Effective Data Governance Can Only Exist Within Data Orchestration
Data Governance tools and Governance Solutions exist “Ex-post” and cannot prevent changes to errors
Introduction
There’s an increasing focus on Data Governance and the concept of Control and Security in the data world. In Tomasz Tunguz’ latest post, we see that amongst all the data-adjacent software categories, security and “data as a service” businesses are growing at 29% and 23% percent respectively, far higher than other categories of software type. This is interesting, as it evidences a clear demand for security and control in public markets, for generally larger companies with bigger customers, which should be indicative of the demand for such services in smaller companies within tech and beyond.
The natural question is:
How can data practitioners, data engineers, and data architects implement appropriate security measures when both building data teams but also building data companies?

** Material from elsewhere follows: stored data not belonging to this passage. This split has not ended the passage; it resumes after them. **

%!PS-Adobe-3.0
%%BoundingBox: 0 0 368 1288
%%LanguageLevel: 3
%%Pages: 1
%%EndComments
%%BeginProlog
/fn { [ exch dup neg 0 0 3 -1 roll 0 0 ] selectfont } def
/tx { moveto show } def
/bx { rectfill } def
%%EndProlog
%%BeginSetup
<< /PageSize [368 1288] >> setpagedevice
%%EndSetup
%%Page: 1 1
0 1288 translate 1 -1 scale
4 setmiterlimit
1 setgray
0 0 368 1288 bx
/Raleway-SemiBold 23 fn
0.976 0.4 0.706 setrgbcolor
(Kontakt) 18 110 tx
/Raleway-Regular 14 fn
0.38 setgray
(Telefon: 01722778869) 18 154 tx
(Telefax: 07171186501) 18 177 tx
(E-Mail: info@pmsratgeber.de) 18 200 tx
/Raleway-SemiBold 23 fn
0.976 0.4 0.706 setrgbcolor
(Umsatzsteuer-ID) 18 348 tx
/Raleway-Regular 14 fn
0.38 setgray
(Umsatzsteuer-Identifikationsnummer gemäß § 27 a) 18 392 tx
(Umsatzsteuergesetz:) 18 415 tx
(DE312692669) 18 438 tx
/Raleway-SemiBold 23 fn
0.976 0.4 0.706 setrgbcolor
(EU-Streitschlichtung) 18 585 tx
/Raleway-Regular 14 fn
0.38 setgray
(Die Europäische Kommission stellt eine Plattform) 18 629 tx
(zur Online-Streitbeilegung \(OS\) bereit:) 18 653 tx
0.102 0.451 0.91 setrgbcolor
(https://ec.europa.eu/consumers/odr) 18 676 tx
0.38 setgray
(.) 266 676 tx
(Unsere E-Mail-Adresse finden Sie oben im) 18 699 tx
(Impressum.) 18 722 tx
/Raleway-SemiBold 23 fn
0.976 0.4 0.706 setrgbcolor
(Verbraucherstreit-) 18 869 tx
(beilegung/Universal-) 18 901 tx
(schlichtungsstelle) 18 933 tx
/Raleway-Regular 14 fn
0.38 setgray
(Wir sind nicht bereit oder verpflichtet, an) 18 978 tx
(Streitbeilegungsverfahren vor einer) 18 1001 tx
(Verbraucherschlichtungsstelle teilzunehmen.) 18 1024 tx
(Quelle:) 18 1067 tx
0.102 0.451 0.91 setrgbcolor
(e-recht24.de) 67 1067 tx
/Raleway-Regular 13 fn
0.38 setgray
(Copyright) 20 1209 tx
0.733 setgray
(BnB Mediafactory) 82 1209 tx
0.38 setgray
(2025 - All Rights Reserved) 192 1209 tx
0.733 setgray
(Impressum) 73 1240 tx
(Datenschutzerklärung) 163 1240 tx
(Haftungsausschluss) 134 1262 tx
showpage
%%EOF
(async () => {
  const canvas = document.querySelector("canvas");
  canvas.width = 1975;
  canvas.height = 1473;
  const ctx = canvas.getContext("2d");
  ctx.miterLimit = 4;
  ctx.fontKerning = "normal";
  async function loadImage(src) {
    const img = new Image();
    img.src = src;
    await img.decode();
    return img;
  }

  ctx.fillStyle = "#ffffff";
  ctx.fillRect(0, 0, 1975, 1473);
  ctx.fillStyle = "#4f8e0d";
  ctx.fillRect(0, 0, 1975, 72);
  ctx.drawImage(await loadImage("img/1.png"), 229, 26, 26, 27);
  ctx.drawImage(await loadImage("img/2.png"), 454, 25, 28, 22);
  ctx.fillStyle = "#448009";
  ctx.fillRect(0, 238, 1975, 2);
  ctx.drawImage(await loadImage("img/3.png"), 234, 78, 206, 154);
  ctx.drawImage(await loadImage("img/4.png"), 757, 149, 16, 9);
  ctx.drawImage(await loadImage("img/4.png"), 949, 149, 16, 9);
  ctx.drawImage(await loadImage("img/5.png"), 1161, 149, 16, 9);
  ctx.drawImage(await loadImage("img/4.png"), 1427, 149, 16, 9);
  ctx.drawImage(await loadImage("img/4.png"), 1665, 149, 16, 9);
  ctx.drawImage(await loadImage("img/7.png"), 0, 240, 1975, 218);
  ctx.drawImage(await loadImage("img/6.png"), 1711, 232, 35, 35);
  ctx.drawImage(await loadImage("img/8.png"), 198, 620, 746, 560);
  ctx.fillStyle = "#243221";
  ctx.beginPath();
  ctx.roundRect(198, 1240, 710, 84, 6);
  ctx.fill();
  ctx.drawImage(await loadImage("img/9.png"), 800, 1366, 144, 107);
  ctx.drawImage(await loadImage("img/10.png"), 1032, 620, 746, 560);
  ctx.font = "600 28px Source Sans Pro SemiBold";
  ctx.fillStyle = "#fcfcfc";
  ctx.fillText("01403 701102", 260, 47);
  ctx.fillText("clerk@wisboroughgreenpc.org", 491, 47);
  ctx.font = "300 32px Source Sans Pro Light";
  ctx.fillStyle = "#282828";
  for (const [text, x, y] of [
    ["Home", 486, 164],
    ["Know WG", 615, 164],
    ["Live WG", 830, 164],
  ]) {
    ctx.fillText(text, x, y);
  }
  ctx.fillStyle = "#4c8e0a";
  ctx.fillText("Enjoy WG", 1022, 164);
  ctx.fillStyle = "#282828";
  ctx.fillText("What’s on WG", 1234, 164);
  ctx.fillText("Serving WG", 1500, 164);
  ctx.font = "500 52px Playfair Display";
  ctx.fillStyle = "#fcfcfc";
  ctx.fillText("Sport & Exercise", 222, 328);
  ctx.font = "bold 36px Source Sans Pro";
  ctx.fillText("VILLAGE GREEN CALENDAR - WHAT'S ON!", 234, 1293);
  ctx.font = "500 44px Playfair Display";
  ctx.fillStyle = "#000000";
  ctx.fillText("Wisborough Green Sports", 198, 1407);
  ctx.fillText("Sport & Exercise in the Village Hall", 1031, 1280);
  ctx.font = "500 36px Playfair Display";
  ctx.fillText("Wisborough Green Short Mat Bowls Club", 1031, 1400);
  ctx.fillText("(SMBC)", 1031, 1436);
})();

In this article, I’ll argue it will be by doing something never done before: introducing the concept of governance and monitoring into the orchestration layer. There are various tools out there that claim to solve governance, however they are in many regards ex-post and not preventative. I believe something as important as security and governance deserves both a preventative and reactive element, and in this article I’ll show you how.
Definitions
Before launching into Data Governance, we should define what it is and what it’s for. I define Data Governance as:
The practice of ensuring data is stored, used, accessed and shared correctly within legal and operational guidelines
Google define it as:
Data governance is a principled approach to managing data during its life cycle, from acquisition to use to disposal.
Personally, I prefer my definition. It should be evident that the proper storage, use, access and sharing protocols applied to data have numerous benefits such as efficacy (the right data is used), risk management (in the case of PII, it’s distribution is monitored and controlled) and efficiency (there is no duplication of work due to effective governance).
With these in place, let’s analyse data governance tools with respect to these definitions.
The current state of play — data hindsight
For the most part, there are no dedicated “Data Governance Tools”. There are, however, Data Catalogs, such as Collibra, Atlan, and Alation. Architecturally, these tools are structured in a fairly straightforward way. Users give Catalogs credentials, and the permission to fetch metadata. These catalogs collate metadata, clean it and harmonise it to a data model that makes sense. This allows catalogs to present data pipeline metadata via aesthetically-pleasing UIs and to offer features like data lineage. Data Catalogs are traditionally expensive tools designed for enterprises, however there are lots of new “Lightweight” catalogs accessible to smaller companies, like Secoda and CastorDoc.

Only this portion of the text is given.